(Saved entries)
◇ ◇ ◇ ◇ ◇

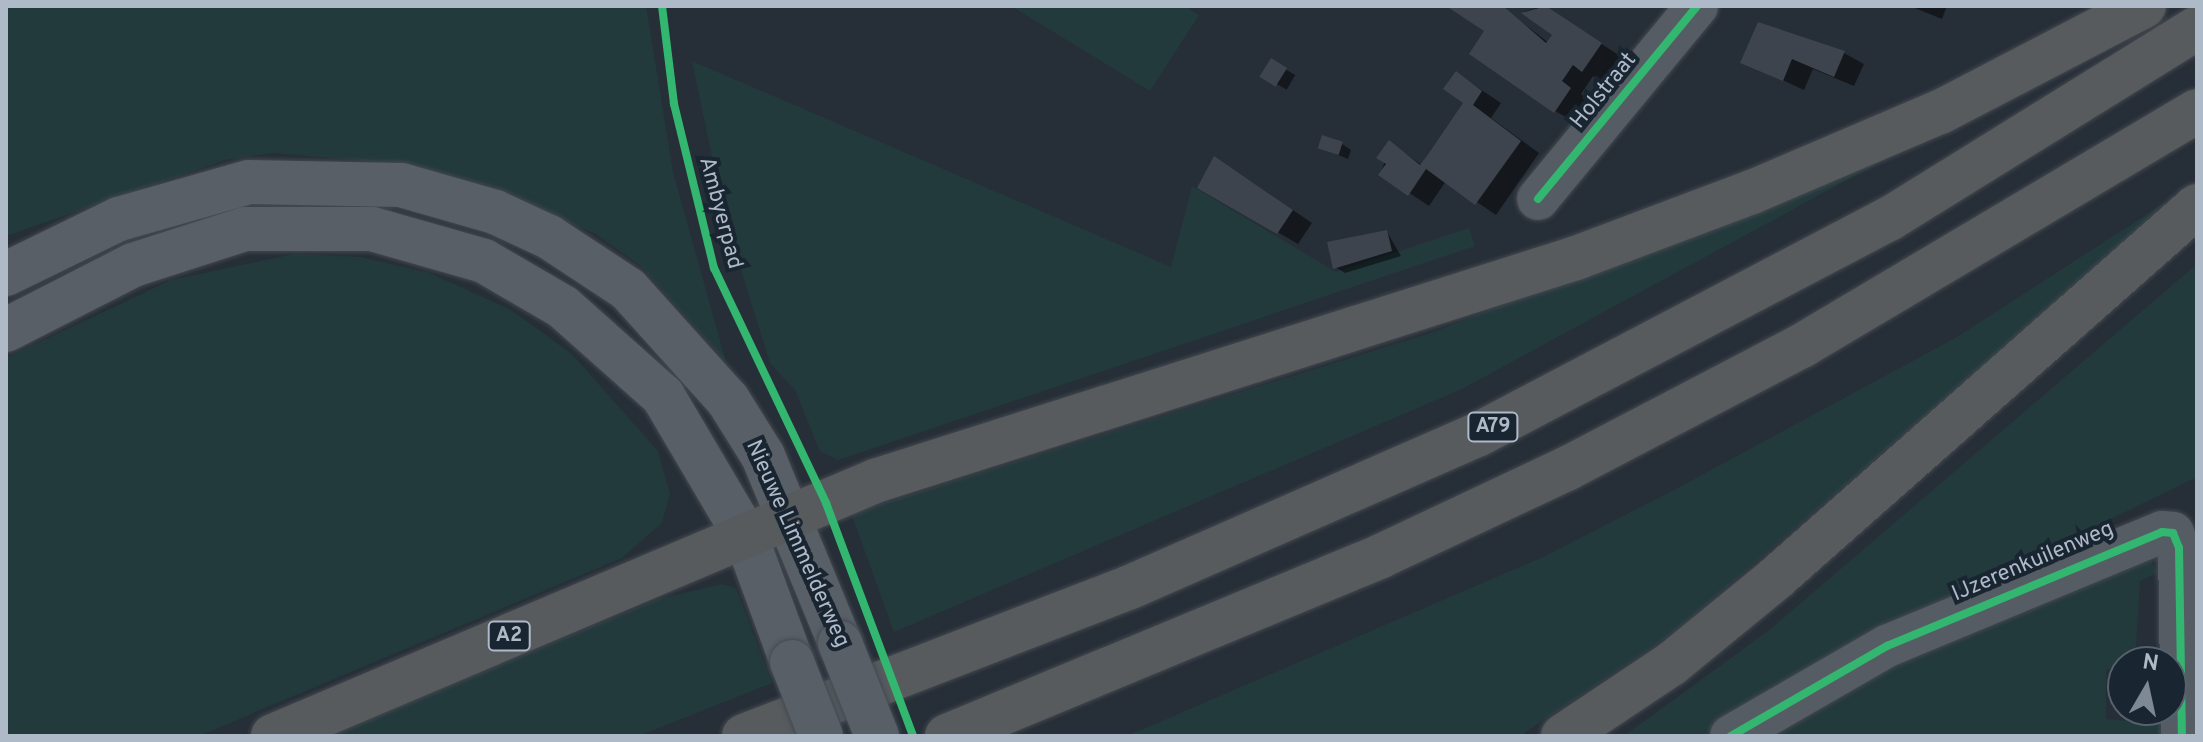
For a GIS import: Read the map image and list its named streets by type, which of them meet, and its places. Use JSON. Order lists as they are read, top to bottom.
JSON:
{
  "streets": {
    "highway": ["A79", "A2"],
    "main road": ["Nieuwe Limmelderweg"],
    "street": ["Holstraat", "IJzerenkuilenweg"],
    "cycle path": ["Ambyerpad"]
  },
  "crossings": [
    ["Nieuwe Limmelderweg", "A2"]
  ],
  "north": "top"
}
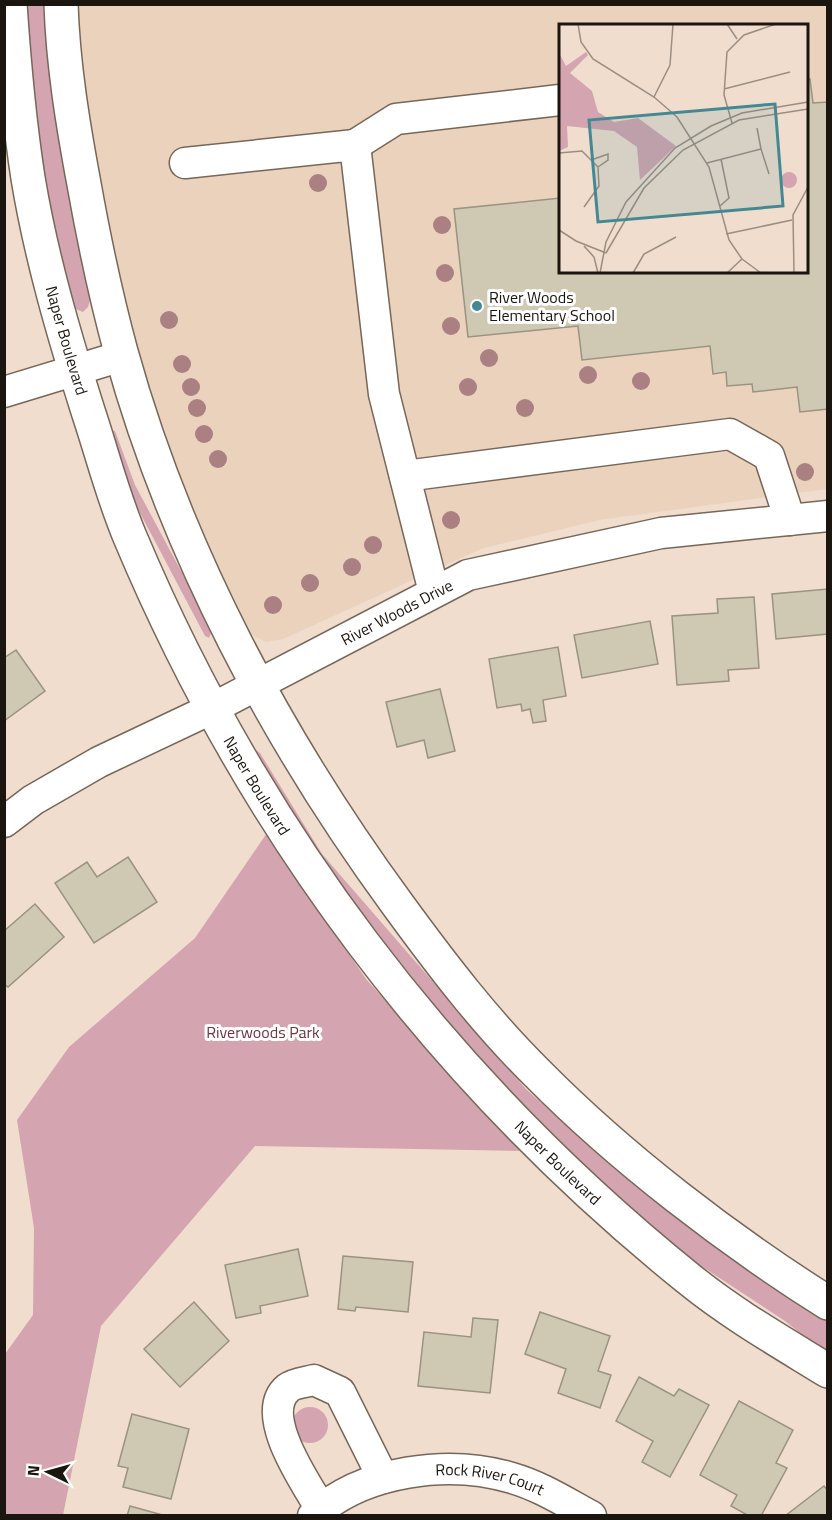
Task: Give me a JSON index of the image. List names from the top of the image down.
{
  "streets": {
    "main road": ["Naper Boulevard"],
    "street": ["River Woods Drive", "Rock River Court"]
  },
  "crossings": [
    ["Naper Boulevard", "River Woods Drive"]
  ],
  "parks": ["Riverwoods Park"],
  "places": ["River Woods Elementary School"],
  "north": "left"
}
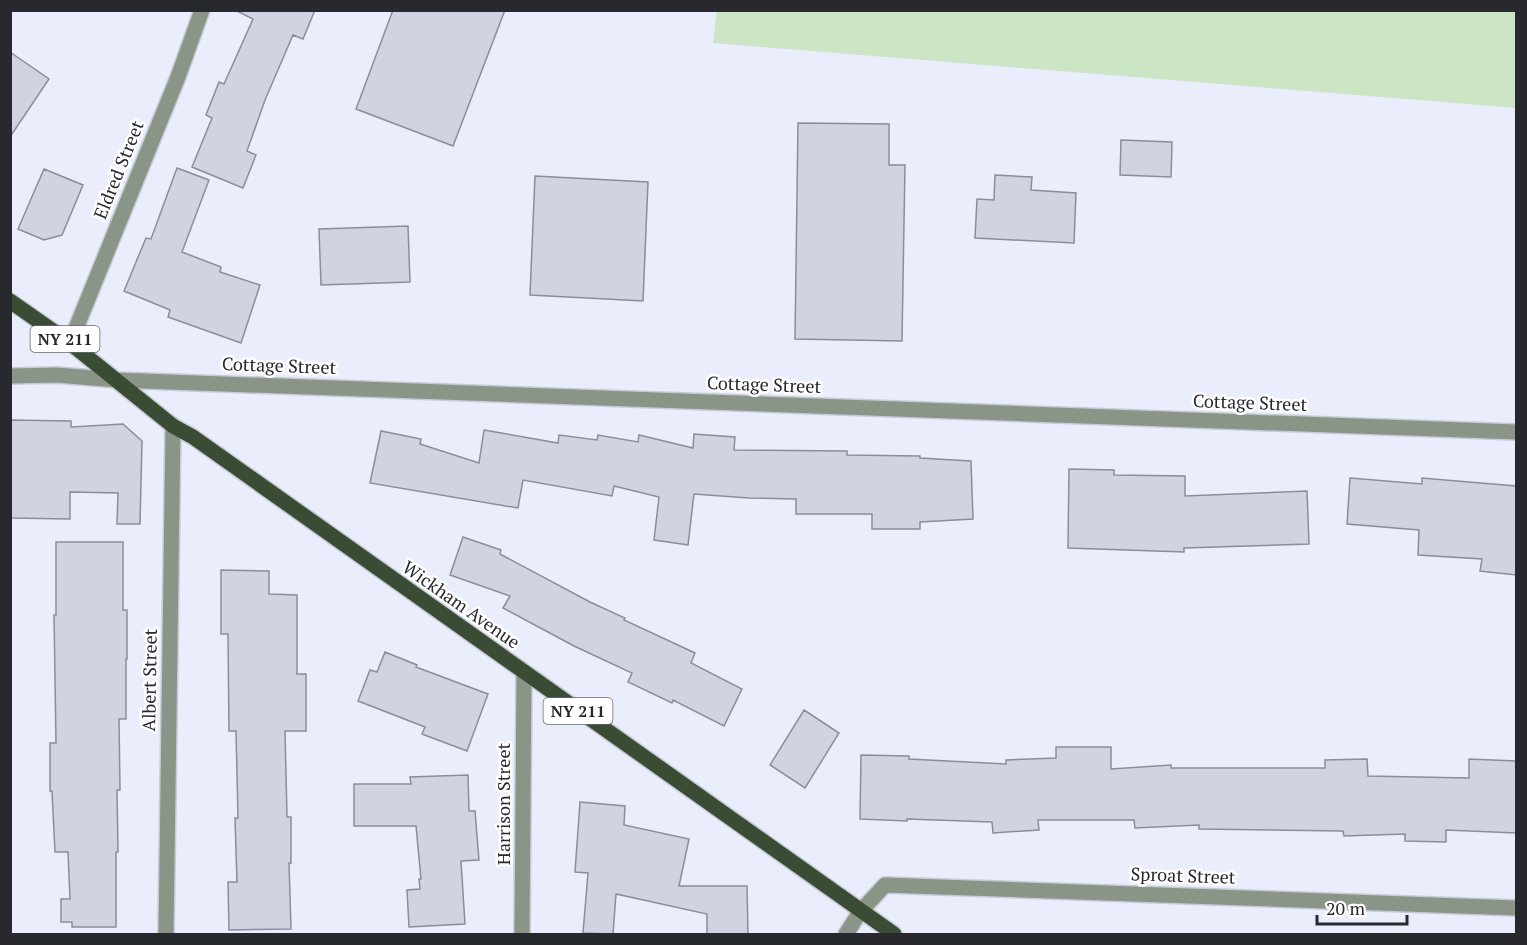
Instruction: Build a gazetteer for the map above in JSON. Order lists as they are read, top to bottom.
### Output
{
  "streets": {
    "main road": ["NY 211", "Wickham Avenue"],
    "street": [
      "Eldred Street",
      "Cottage Street",
      "Albert Street",
      "Harrison Street",
      "Sproat Street"
    ]
  },
  "crossings": [
    ["Eldred Street", "Wickham Avenue"],
    ["Cottage Street", "Wickham Avenue"],
    ["Wickham Avenue", "Albert Street"],
    ["Wickham Avenue", "Harrison Street"],
    ["Wickham Avenue", "Sproat Street"]
  ],
  "scale_bar": "20 m"
}
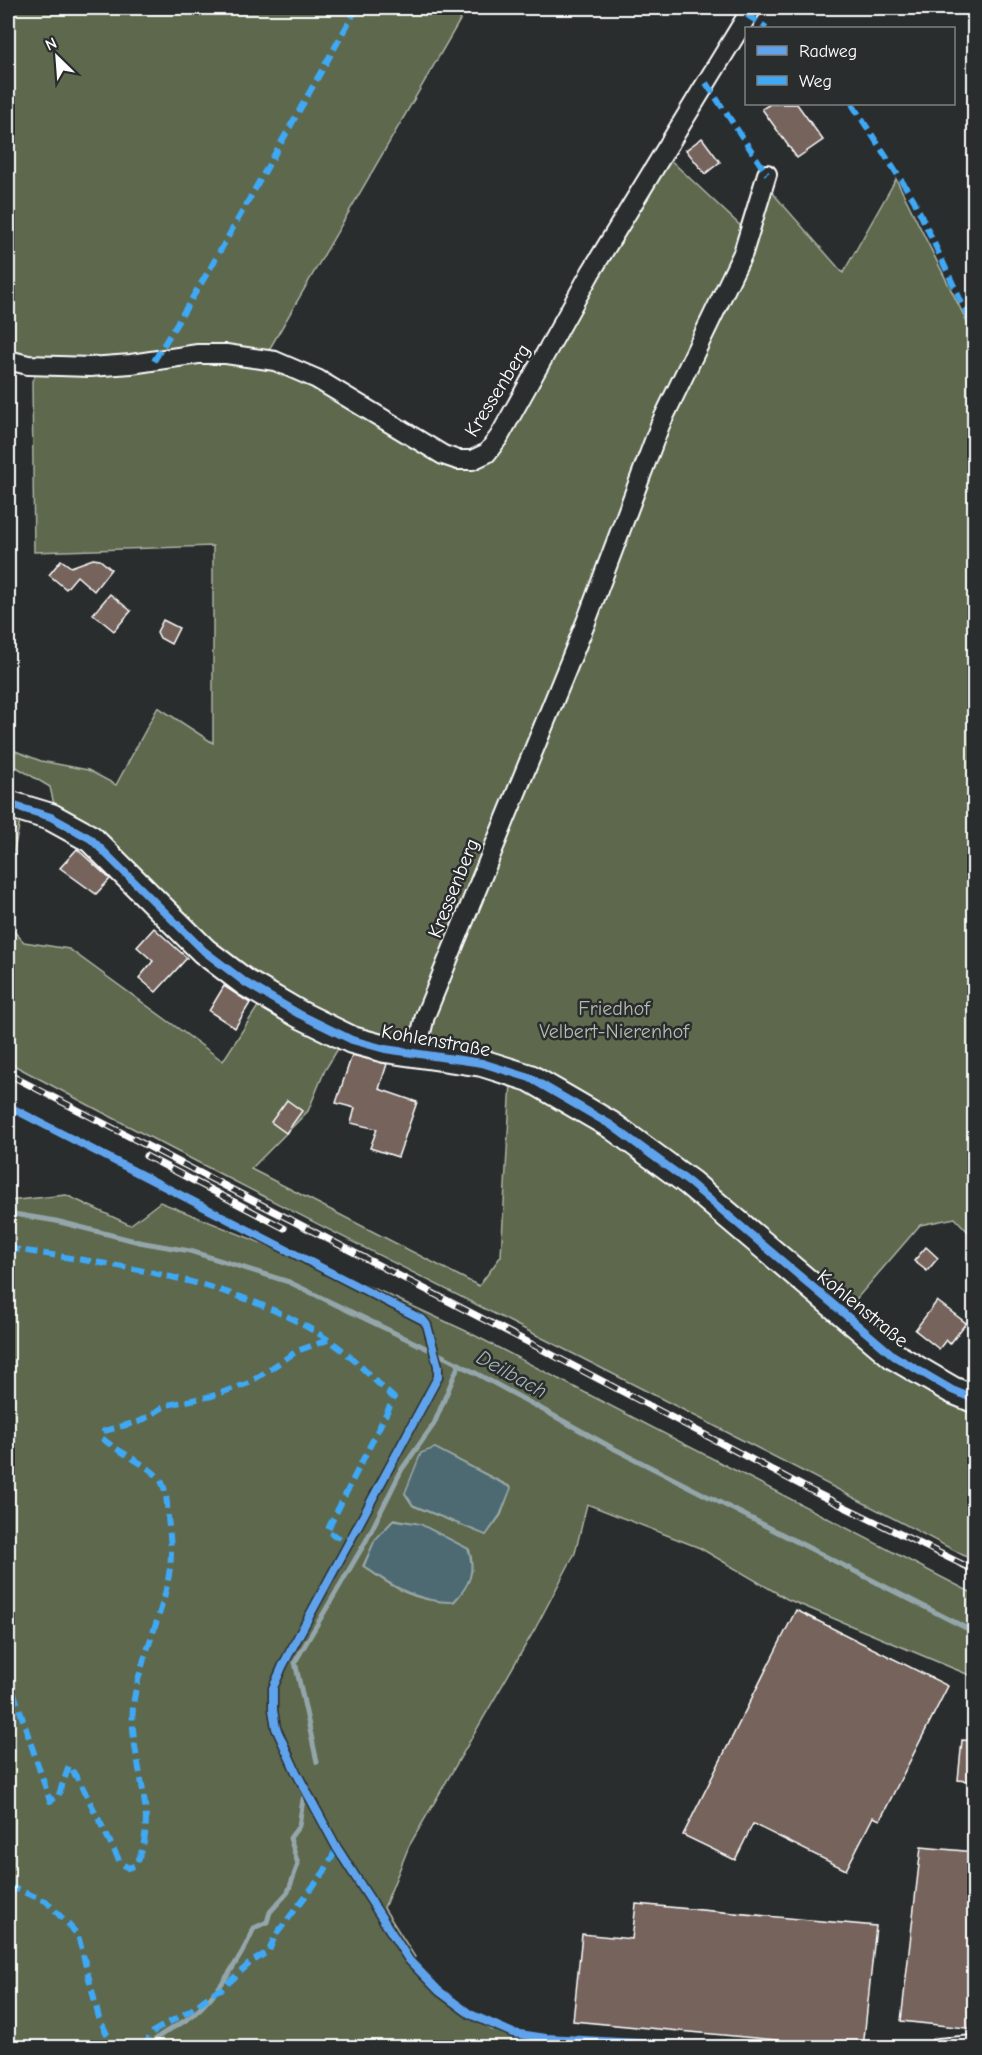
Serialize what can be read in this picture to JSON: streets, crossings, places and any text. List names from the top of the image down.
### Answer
{
  "streets": {
    "main road": ["Kohlenstraße"],
    "street": ["Kressenberg"]
  },
  "crossings": [
    ["Kressenberg", "Kohlenstraße"]
  ],
  "water": ["Deilbach"],
  "parks": ["Friedhof Velbert-Nierenhof"],
  "legend": ["Radweg", "Weg"],
  "north": "top left"
}
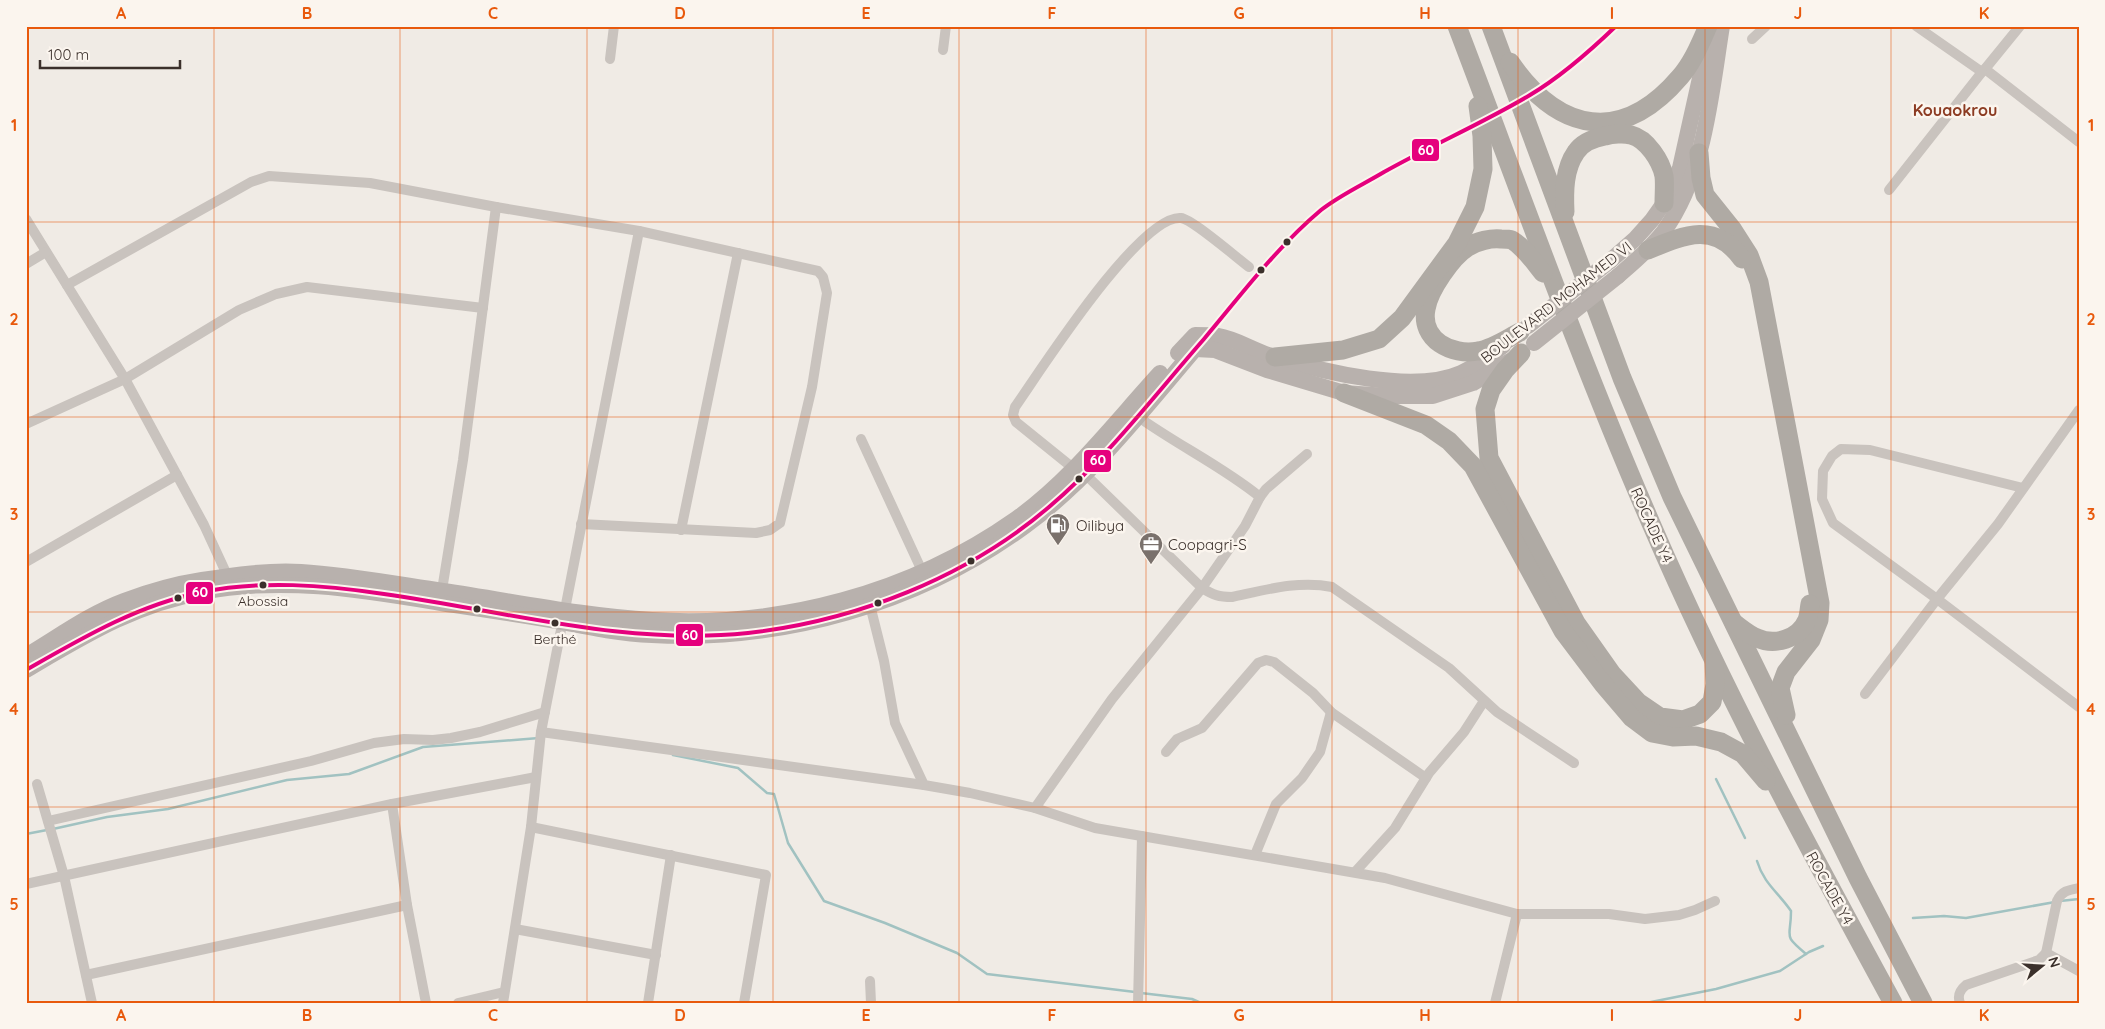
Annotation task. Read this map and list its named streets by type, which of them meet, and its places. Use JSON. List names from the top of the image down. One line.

◇ ◇ ◇ ◇ ◇

PROBLEM TO WORK ON
Images do not belong in the copy; reproduce all other parts of the records above verbatim.

EXERCISE OUTPUT
For a GIS import: Read the map image and list its named streets by type, which of them meet, and its places. Use JSON. Order lists as they are read, top to bottom.
JSON:
{
  "streets": {
    "highway": ["A79", "A2"],
    "main road": ["Nieuwe Limmelderweg"],
    "street": ["Holstraat", "IJzerenkuilenweg"],
    "cycle path": ["Ambyerpad"]
  },
  "crossings": [
    ["Nieuwe Limmelderweg", "A2"]
  ],
  "north": "top"
}
Task: Give me a JSON index of the image. List names from the top of the image down.
{
  "streets": {
    "main road": ["Naper Boulevard"],
    "street": ["River Woods Drive", "Rock River Court"]
  },
  "crossings": [
    ["Naper Boulevard", "River Woods Drive"]
  ],
  "parks": ["Riverwoods Park"],
  "places": ["River Woods Elementary School"],
  "north": "left"
}
Instruction: Build a gazetteer for the map above in JSON. Order lists as they are read, top to bottom.
### Output
{
  "streets": {
    "main road": ["NY 211", "Wickham Avenue"],
    "street": [
      "Eldred Street",
      "Cottage Street",
      "Albert Street",
      "Harrison Street",
      "Sproat Street"
    ]
  },
  "crossings": [
    ["Eldred Street", "Wickham Avenue"],
    ["Cottage Street", "Wickham Avenue"],
    ["Wickham Avenue", "Albert Street"],
    ["Wickham Avenue", "Harrison Street"],
    ["Wickham Avenue", "Sproat Street"]
  ],
  "scale_bar": "20 m"
}
Serialize what can be read in this picture to JSON: streets, crossings, places and any text. List names from the top of the image down.
### Answer
{
  "streets": {
    "main road": ["Kohlenstraße"],
    "street": ["Kressenberg"]
  },
  "crossings": [
    ["Kressenberg", "Kohlenstraße"]
  ],
  "water": ["Deilbach"],
  "parks": ["Friedhof Velbert-Nierenhof"],
  "legend": ["Radweg", "Weg"],
  "north": "top left"
}
Annotation task. Read this map and list its named streets by type, which of them meet, and its places. Use JSON. List names from the top of the image down. One line.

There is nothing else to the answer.